Section 1 - Binary Trees

4B.1.1 Binary Trees as Algorithm Support

tree pic

We've seen how general trees can be used to store data that is intrinsically tree-like, but one of the universally used trees has nothing to do with the structure of the data. Rather it is chosen for the way in which the data it contains is to be accessed. For large data sets, this gives a very fast running time. I'm talking about the binary search tree.

A binary tree is a tree in which the nodes have, at most, two children, traditionally called the left child and the right child. This restriction makes it much easier to lash-up an implementation for this data structure since we don't have the hassle of not knowing how many siblings or children nodes have. So we expect this to be a little more well-behaved data structure, and, indeed, it is. With that, we can present the basic node structure, which I'll call FHs_treeNode:

// ---------------------- FHs_treeNode Prototype --------------------------
template <class Comparable>
class FHs_treeNode
{
public:
   FHs_treeNode( const Comparable & d = Comparable(), 
      FHs_treeNode *lt = NULL, 
      FHs_treeNode *rt = NULL)
      : lftChild(lt), rtChild(rt), data(d)
   { }

   FHs_treeNode *lftChild, *rtChild;
   Comparable data;
}; 

It's pretty simple: two pointers and the data. Also the only method is a constructor. Don't be alarmed by the public status of the data. These objects will be fully protected by their being private members of the tree class in which they are used. While a client might be able to instantiate their own nodes, they can never touch those that will be part of our larger tree structure.

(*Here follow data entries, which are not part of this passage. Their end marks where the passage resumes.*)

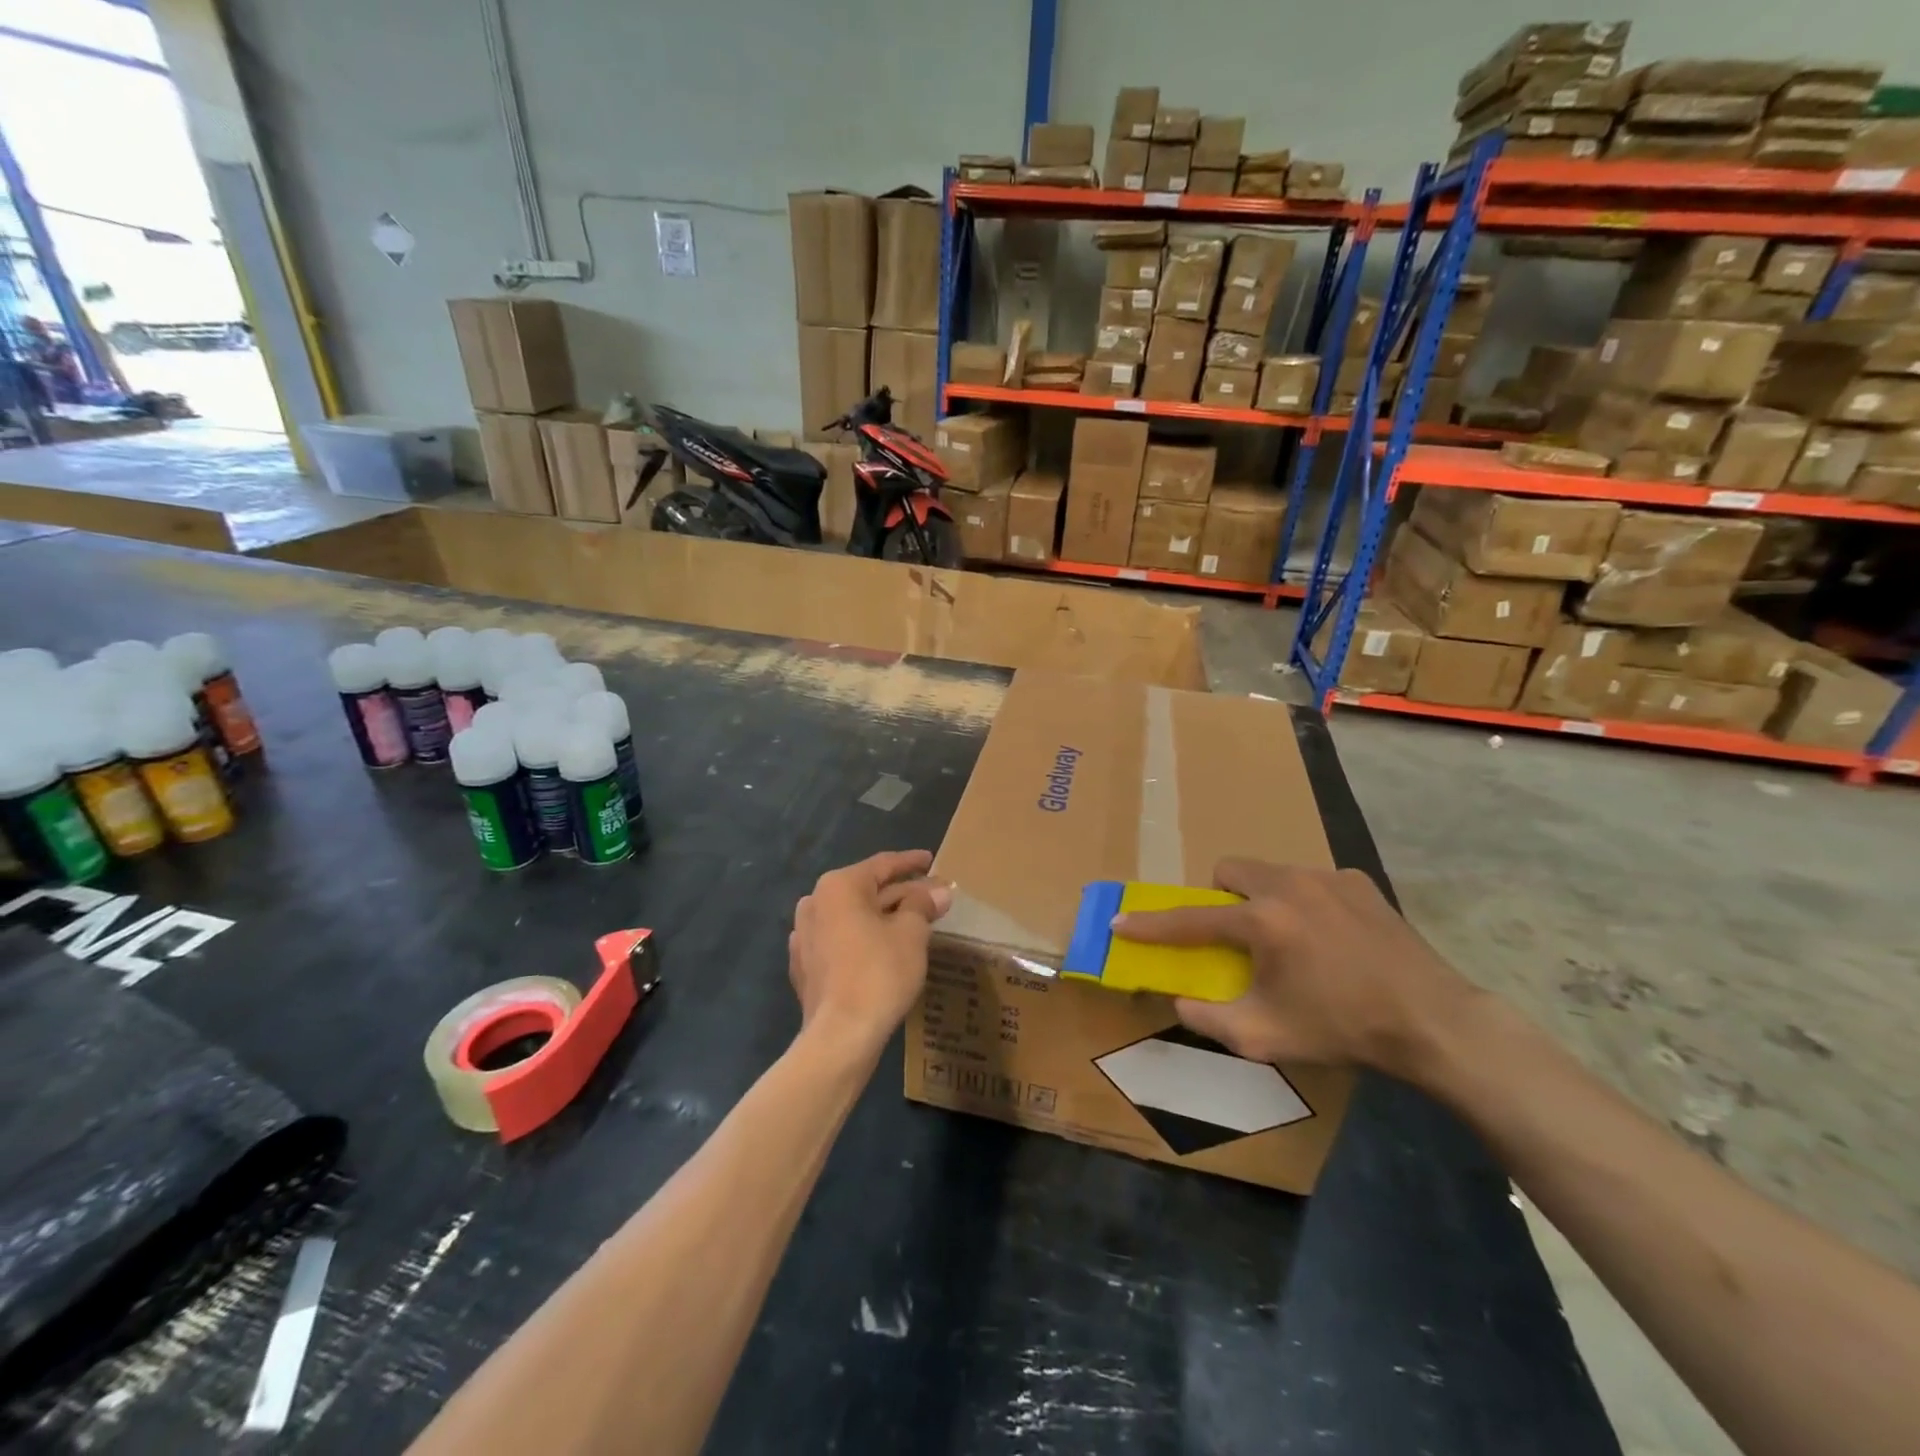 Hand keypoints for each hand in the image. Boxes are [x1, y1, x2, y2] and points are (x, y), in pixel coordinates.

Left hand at [789, 850, 951, 1054]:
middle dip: (901, 893)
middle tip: (932, 896)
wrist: (840, 1036)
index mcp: (838, 886)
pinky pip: (840, 941)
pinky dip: (862, 939)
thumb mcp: (911, 933)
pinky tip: (881, 947)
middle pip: (866, 891)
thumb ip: (923, 906)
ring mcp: (804, 936)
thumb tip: (939, 892)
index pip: (882, 865)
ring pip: (852, 916)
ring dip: (882, 916)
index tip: (931, 860)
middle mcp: (815, 903)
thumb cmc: (879, 973)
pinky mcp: (805, 966)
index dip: (911, 862)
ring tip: (912, 921)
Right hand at [1112, 859, 1475, 1076]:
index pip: (1190, 920)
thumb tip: (1178, 1000)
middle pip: (1229, 870)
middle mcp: (1289, 885)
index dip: (1150, 925)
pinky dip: (1304, 901)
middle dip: (1219, 897)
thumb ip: (1208, 1018)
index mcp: (1263, 921)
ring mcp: (1327, 877)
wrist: (1432, 1021)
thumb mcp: (1264, 1037)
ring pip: (1271, 872)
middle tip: (1235, 935)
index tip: (1121, 922)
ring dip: (1262, 897)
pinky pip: (1311, 880)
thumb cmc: (1342, 1028)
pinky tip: (1329, 937)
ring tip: (1288, 938)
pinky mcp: (1358, 881) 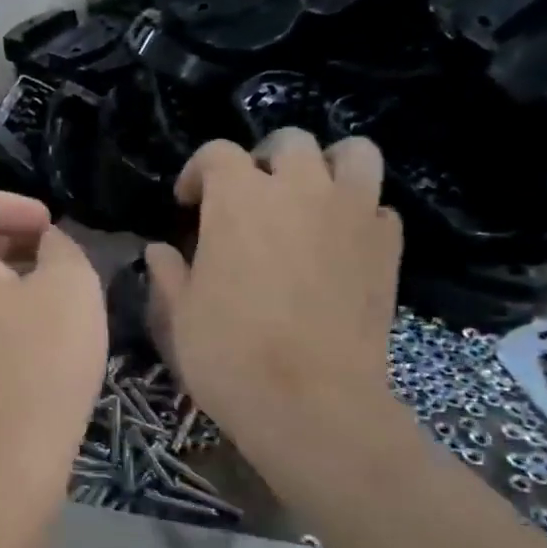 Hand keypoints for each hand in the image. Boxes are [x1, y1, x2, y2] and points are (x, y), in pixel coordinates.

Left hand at [0, 188, 106, 499]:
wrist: (2, 462)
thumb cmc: (39, 362)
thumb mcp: (72, 286)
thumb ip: (61, 244)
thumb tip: (45, 242)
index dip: (11, 202)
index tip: (50, 225)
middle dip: (3, 234)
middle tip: (49, 250)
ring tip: (40, 286)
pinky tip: (19, 326)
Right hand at [145, 131, 403, 454]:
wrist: (312, 404)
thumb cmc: (230, 355)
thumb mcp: (180, 315)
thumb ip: (170, 273)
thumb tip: (159, 251)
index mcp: (238, 200)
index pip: (217, 153)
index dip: (197, 172)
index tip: (187, 203)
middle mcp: (299, 190)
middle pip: (289, 142)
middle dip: (263, 160)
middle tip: (249, 197)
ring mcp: (352, 213)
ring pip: (354, 154)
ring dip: (327, 167)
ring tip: (309, 199)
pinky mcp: (387, 246)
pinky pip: (377, 206)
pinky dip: (358, 213)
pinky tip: (339, 243) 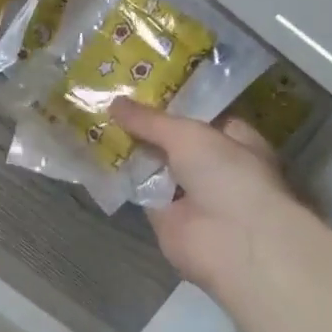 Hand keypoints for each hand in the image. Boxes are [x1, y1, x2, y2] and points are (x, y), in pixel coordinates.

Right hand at [113, 102, 307, 295]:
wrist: (233, 241)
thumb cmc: (228, 175)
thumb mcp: (188, 134)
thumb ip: (150, 120)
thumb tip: (114, 102)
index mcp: (235, 141)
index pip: (202, 117)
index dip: (173, 104)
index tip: (140, 89)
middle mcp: (214, 167)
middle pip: (174, 142)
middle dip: (146, 127)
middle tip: (109, 102)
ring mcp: (190, 194)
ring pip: (155, 166)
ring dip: (131, 151)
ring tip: (96, 123)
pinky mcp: (166, 218)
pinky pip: (140, 191)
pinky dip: (122, 178)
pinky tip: (96, 156) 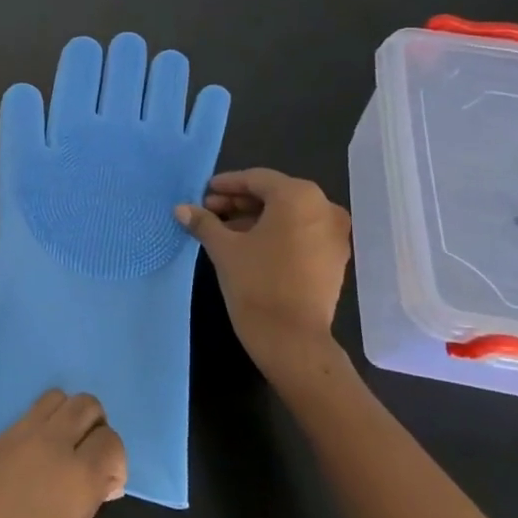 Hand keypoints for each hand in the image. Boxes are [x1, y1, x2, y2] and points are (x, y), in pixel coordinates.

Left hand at [0, 390, 126, 517]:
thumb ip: (87, 505)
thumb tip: (97, 483)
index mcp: (76, 476)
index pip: (112, 441)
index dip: (116, 464)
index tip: (105, 491)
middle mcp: (49, 444)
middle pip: (86, 405)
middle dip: (96, 429)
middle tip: (89, 465)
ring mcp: (16, 437)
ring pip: (55, 399)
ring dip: (68, 419)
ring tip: (61, 458)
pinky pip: (28, 417)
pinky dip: (42, 429)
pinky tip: (32, 466)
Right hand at [176, 168, 351, 368]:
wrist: (292, 338)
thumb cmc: (256, 283)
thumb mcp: (223, 248)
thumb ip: (204, 222)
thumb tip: (181, 209)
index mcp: (298, 197)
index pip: (257, 179)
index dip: (227, 184)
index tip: (203, 193)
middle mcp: (324, 208)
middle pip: (275, 194)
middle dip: (240, 202)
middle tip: (209, 212)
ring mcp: (335, 234)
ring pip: (289, 214)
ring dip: (257, 218)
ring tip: (225, 231)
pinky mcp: (335, 257)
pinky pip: (302, 232)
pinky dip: (276, 233)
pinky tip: (250, 246) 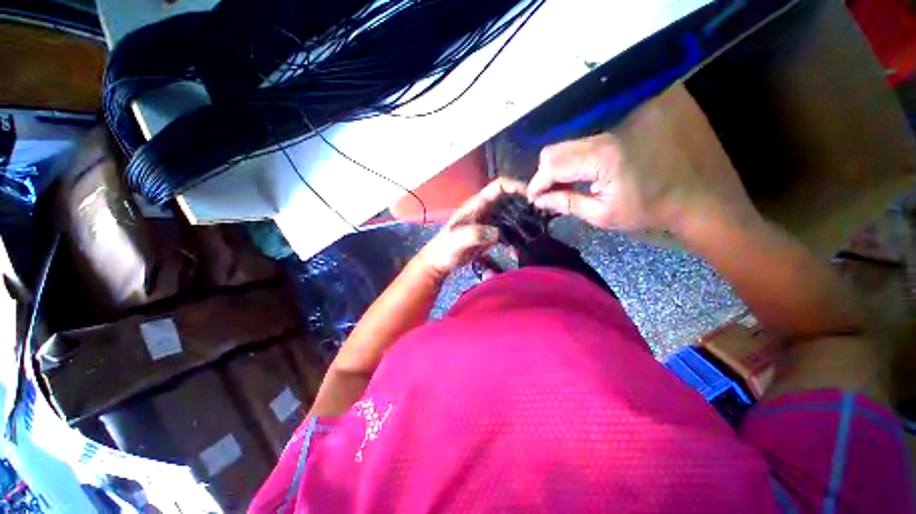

4B.1.2 Binary Search Trees

The binary nature of binary trees provides what we call a structure condition on the tree. The structure of such trees is restricted by the limitation of no more than two children per node. Some applications place no more restrictions than this on the data structure. One such is the storage and evaluation of numerical expressions like:

(a + (b * c)) + (((d * e) + f) * g)

tree pic

We won't study expression trees in our module here, but you can read about them in the textbook.

Instead, we want to impose a second restriction on our trees, called an ordering condition, which requires that, very loosely stated, the data stored in every node's left child be less than the data in the node's right child. As a matter of fact, we want a stronger condition:

Ordering Condition

The data in the left subtree of any parent node are less than the parent data, and the data in the right subtree are greater than the parent data.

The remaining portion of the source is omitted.